Others are also caught in a bind. Bailey said one diabetic friend told her she was taking 80 percent of the insulin she should because of the cost. “She said it’s better than zero percent,” Bailey added.
Aside from insulin, diabetics face other medical costs for treating the disease, such as test strips and medical care.
One doctor who has tracked the cost of insulin told Lee Newspapers that concentrated insulin had a wholesale price of $45 in 2001. By 2015, that had jumped to $1,447, or an increase of about 3,000 percent, which he called “unbelievable.”
The rapid rise in the price of insulin comes when the pharmaceutical industry is increasingly under fire forfor medications that otherwise haven’t changed. Drug companies argue that they must raise prices to help fund development of new drugs, something that many lawmakers increasingly view with a skeptical eye.
Insulin, after all, isn’t a new medication. It was developed almost a century ago, but just three pharmaceutical companies -- Eli Lilly, Sanofi (SNY) and Novo Nordisk (NVO) -- own the patents to producing it. All three have hiked their prices from 2010 to 2015, and no generic has yet been developed because the companies have made small improvements to the medication, Yale School of Medicine endocrinologist Kasia Lipska wrote in The New York Times earlier this year.

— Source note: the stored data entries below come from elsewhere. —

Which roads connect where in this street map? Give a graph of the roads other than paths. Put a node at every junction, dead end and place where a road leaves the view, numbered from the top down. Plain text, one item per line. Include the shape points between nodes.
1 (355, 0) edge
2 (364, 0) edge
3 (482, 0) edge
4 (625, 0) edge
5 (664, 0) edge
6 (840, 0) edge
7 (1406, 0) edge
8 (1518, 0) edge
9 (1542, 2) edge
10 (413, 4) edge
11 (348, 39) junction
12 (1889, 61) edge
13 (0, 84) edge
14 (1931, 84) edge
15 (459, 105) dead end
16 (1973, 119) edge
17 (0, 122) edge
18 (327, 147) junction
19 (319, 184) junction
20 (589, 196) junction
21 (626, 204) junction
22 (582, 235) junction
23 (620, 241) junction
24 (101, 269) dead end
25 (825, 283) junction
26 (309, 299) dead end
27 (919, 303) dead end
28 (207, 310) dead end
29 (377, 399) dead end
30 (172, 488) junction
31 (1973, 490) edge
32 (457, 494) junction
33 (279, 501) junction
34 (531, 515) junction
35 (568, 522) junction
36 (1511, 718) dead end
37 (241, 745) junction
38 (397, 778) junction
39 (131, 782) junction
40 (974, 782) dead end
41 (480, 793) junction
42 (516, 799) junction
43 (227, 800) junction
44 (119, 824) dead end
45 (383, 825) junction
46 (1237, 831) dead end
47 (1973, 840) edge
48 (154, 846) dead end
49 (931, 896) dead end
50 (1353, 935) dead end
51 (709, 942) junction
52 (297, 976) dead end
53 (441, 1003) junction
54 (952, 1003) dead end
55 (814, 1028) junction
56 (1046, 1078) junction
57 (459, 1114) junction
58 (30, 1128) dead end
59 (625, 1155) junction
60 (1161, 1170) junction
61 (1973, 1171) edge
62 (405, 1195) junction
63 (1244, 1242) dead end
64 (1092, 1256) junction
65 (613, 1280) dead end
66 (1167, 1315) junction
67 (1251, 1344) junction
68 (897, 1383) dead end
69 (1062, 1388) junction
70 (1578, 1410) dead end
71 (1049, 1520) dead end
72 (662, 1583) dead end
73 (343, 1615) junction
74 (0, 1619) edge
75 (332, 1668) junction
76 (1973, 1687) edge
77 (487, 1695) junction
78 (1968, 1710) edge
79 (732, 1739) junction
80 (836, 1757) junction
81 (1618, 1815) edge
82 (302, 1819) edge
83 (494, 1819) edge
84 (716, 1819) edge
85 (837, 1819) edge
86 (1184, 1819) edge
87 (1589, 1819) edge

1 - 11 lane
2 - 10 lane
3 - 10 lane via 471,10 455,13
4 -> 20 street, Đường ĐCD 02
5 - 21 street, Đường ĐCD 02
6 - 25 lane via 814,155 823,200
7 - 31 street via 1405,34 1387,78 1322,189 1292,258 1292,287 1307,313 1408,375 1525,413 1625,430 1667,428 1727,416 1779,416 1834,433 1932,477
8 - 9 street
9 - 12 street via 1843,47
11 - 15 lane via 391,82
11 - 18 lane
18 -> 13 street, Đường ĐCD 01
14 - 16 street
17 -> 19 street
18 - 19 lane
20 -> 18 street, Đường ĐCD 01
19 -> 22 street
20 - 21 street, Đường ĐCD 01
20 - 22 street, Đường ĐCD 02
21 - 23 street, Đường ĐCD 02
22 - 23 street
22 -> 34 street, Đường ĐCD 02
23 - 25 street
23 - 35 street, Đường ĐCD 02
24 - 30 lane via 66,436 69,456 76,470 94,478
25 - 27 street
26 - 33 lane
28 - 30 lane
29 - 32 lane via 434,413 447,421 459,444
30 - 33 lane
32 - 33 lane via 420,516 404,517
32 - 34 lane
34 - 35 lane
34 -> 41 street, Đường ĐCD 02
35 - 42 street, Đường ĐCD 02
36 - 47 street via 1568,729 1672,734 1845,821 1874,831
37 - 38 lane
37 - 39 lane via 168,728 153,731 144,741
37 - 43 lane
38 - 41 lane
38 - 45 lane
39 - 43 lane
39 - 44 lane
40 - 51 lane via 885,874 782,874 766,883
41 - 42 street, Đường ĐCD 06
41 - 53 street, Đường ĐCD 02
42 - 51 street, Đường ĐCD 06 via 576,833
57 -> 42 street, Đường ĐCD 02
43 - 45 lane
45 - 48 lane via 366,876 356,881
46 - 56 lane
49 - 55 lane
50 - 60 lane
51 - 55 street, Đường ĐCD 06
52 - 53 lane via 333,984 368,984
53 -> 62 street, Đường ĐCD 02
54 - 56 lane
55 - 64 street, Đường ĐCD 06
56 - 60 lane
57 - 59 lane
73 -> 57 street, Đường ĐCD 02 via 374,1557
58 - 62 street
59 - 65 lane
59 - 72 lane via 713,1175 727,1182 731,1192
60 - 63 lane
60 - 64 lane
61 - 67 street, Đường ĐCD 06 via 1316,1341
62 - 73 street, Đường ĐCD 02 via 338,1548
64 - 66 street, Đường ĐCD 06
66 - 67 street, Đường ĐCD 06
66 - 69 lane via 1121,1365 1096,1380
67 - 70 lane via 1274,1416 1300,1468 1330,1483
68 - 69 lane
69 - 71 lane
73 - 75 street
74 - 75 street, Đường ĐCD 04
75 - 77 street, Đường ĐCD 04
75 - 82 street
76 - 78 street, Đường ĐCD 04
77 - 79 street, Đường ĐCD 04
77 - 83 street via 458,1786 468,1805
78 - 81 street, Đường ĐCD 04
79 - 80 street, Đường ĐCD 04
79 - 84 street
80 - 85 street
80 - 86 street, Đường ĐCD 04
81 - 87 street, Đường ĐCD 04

Insulin treatments have become more efficient and are helping patients live longer, a spokeswoman for the Pharmaceutical Research and Manufacturers of America, said in an email. She added that list prices misrepresent what patients actually pay because insurers and pharmacy benefit managers negotiate discounts.
“In fact, an analysis by SSR Health found that net prices for insulins actually declined in 2015 due to robust competition and negotiation in the marketplace,” she noted. “With that said, we recognize too often patients struggle with access to their medicines at the pharmacy.”
The plight of diabetics who need insulin has come to the forefront with the discussion of the 480 percent jump in the MYL) to explain the price surge., which has drawn scrutiny from lawmakers. Senators Susan Collins (R-Maine) and Claire McCaskill (D-Missouri) have called on EpiPen maker Mylan (
“There have been numerous accounts of individuals who are simply unable to afford this lifesaving medication and as a consequence have gone without, risked using an expired product, or resorted to uncertain (but less expensive) treatments,” the senators wrote in a letter to Mylan on Wednesday.
The focus on EpiPen pricing is prompting some diabetics to ask why similar attention isn’t being given to insulin costs. Reading about the reaction to the price-spike for EpiPens prompted Bailey to reach out to Senator Chuck Grassley (R-Iowa) to investigate, as well as two diabetes organizations.
“I’m just in shock that this is allowed to happen,” she said. “EpiPens are for emergencies, and I’m glad Congress is doing something. But I have to use insulin all day, every day. It’s not just for emergencies.”